Like Duncan Smith at the time, Miliband is new to the game and settled today on two groups of three. This was partly because his researchers had dug up a helpful claim (at least for him): that the regional growth fund has issued 22 press releases but helped only two businesses. The Labour leader duly slotted that allegation into his second group of three, after asking Cameron how many businesses had been helped by the fund. As Miliband's team will have hoped, the Prime Minister couldn't cite a figure. Mind you, Jason McCartney (Colne Valley) suggested that the fund has been rather more active later, so the Labour leader's claim may need checking.
The problem for Miliband was that he cut short his first series of questions to ask his second. The former were on the Fox affair, and the effect was thus of him sitting down as soon as he was really getting going.
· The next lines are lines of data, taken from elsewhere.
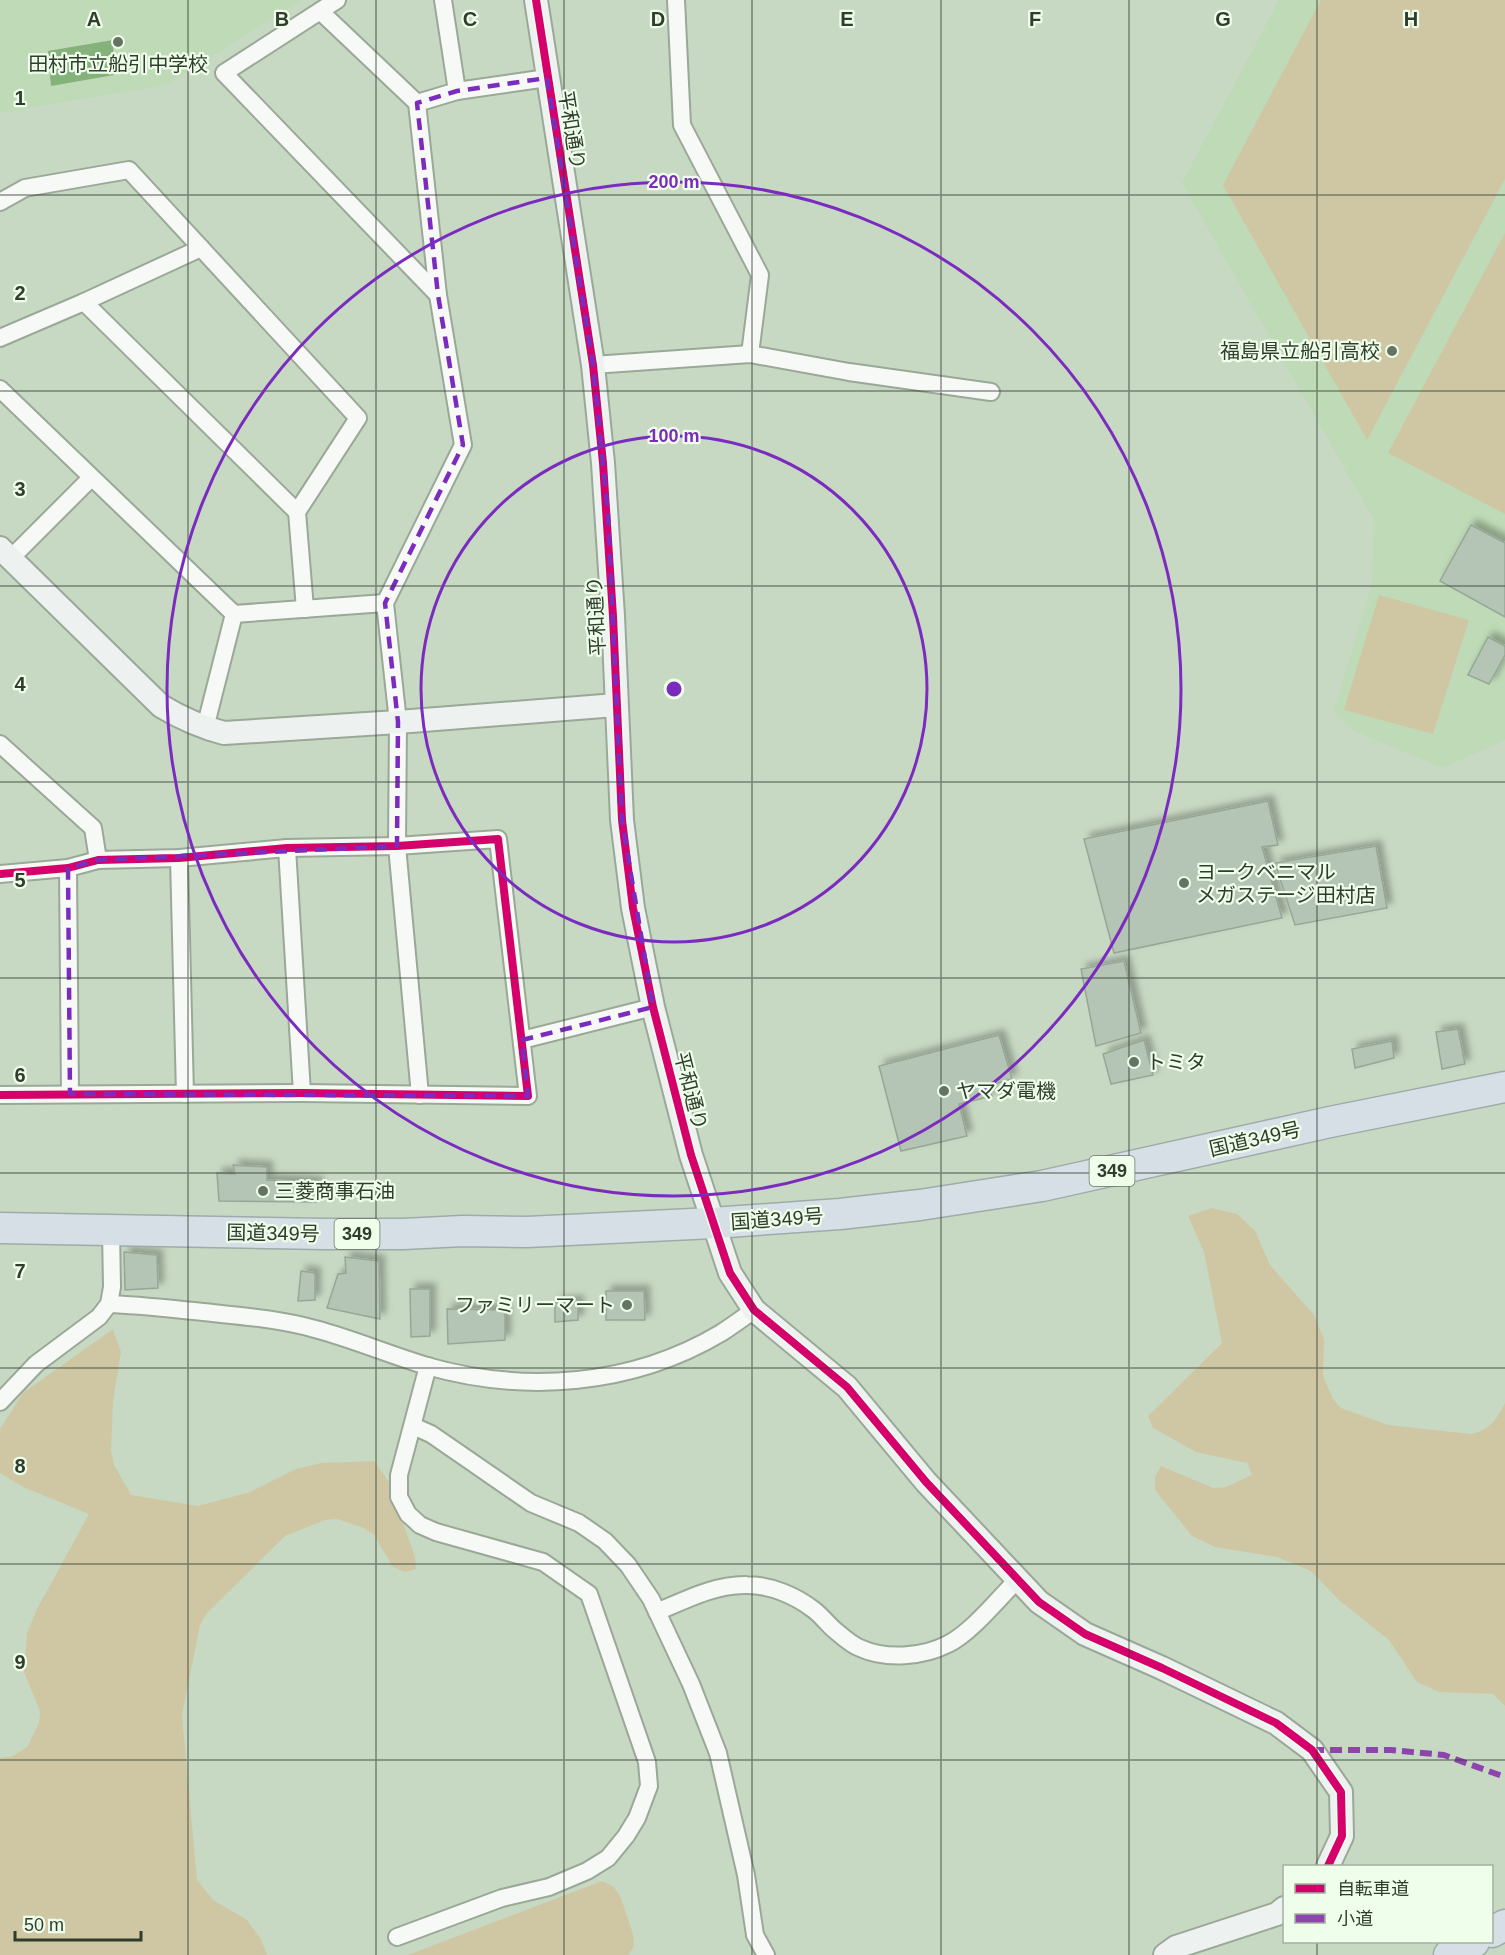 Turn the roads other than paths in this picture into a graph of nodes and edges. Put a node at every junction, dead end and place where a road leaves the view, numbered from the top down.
1 (337, 0) edge
2 (443, 0) edge
3 (536, 0) edge
4 (676, 0) edge
5 (320, 11) junction
6 (547, 78) junction
7 (457, 91) junction
8 (417, 103) junction
9 (0, 202) edge
10 (201, 248) junction
11 (438, 295) junction
12 (84, 302) junction
13 (0, 338) edge
14 (750, 354) junction
15 (593, 365) junction
16 (0, 389) edge
17 (991, 392) dead end
18 (91, 478) junction
19 (297, 513) junction
20 (5, 554) edge
21 (385, 603) junction
22 (305, 609) junction
23 (234, 614) junction
24 (616, 705) junction
25 (398, 722) junction
26 (205, 728) junction
27 (0, 744) edge
28 (397, 846) junction
29 (287, 848) junction
30 (179, 858) junction
31 (98, 860) junction
32 (68, 868) junction
33 (0, 874) edge
34 (653, 1007) junction
35 (522, 1040) junction
36 (1505, 1087) edge
37 (70, 1094) junction
38 (185, 1094) junction
39 (303, 1094) junction
40 (0, 1095) edge
41 (420, 1095) junction
42 (713, 1223) junction
43 (0, 1228) edge
44 (111, 1230) junction
45 (109, 1304) junction
46 (754, 1310) junction
47 (428, 1366) junction
48 (0, 1402) edge
49 (413, 1426) junction
50 (1018, 1579) junction
51 (657, 1612) junction
52 (1328, 1865) edge
53 (1283, 1909) edge
54 (397, 1937) dead end
55 (1470, 1943) edge
56 (766, 1955) edge
57 (1165, 1955) edge
58 (1449, 1955) edge

1 - 5 street
2 - 7 street
3 - 6 street, 平和通り
4 - 14 street
5 - 8 street
5 - 11 street
6 - 7 street
6 - 15 street, 平和通り
7 - 8 street
8 - 11 street
9 - 10 street
10 - 12 street
10 - 19 street
11 - 21 street
12 - 13 street
12 - 19 street
14 - 15 street
14 - 17 street
15 - 24 street, 平和通り
16 - 18 street
18 - 20 street
18 - 23 street
19 - 22 street
20 - 26 street
21 - 22 street
21 - 25 street
22 - 23 street
23 - 26 street
24 - 25 street
24 - 34 street, 平和通り
25 - 26 street
25 - 28 street
27 - 31 street
28 - 29 street
28 - 35 street
28 - 41 street
29 - 30 street
29 - 39 street
30 - 31 street
30 - 38 street
31 - 32 street
32 - 33 street
32 - 37 street
34 - 35 street
34 - 42 street, 平和通り
35 - 41 street
36 - 42 highway, 国道349号 / 349
37 - 38 street
37 - 40 street
38 - 39 street
39 - 41 street
42 - 44 highway, 国道349号 / 349
42 - 46 street, 平和通り
43 - 44 highway, 国道349号 / 349
44 - 45 street
45 - 47 street
45 - 48 street
46 - 47 street
46 - 50 street, 平和通り
47 - 49 street
49 - 51 street
49 - 54 street
50 - 51 street
50 - 52 street, 平和通り
51 - 56 street
53 - 57 street
55 - 58 highway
The Prime Minister was thus able to get off the hook of an awkward question: could he guarantee that no other Minister has in place the same sort of private arrangements as Fox had? The view of the lobby on Twitter as I write is that Miliband was calm this week, Cameron flustered and under-prepared, and that the former is awarded this week's winner's garland. But the two questions that perhaps mattered most were from the Prime Minister's own backbenches – on the EU, and from Andrew Rosindell (Romford) and Mark Pritchard (The Wrekin) respectively.
Rosindell simply made the case for a referendum, citing Churchill and Thatcher in doing so. (I didn't know that they were enthusiasts for plebiscites.) Cameron duly carried out the Commons equivalent of tiptoeing through the tulips – emphasising control of the EU budget, steering clear of further bailouts (how does that square with higher IMF payments?) and making sure the single market is working. He also stressed the party's commitment to some renegotiation and left the door ajar to a future poll – he doesn't, he said, support a referendum "come what may". I understand that he will be in Australia this week and there are signs that the whips are already climbing down. If it was Miliband's week, it was even more Rossindell and Pritchard's PMQ session.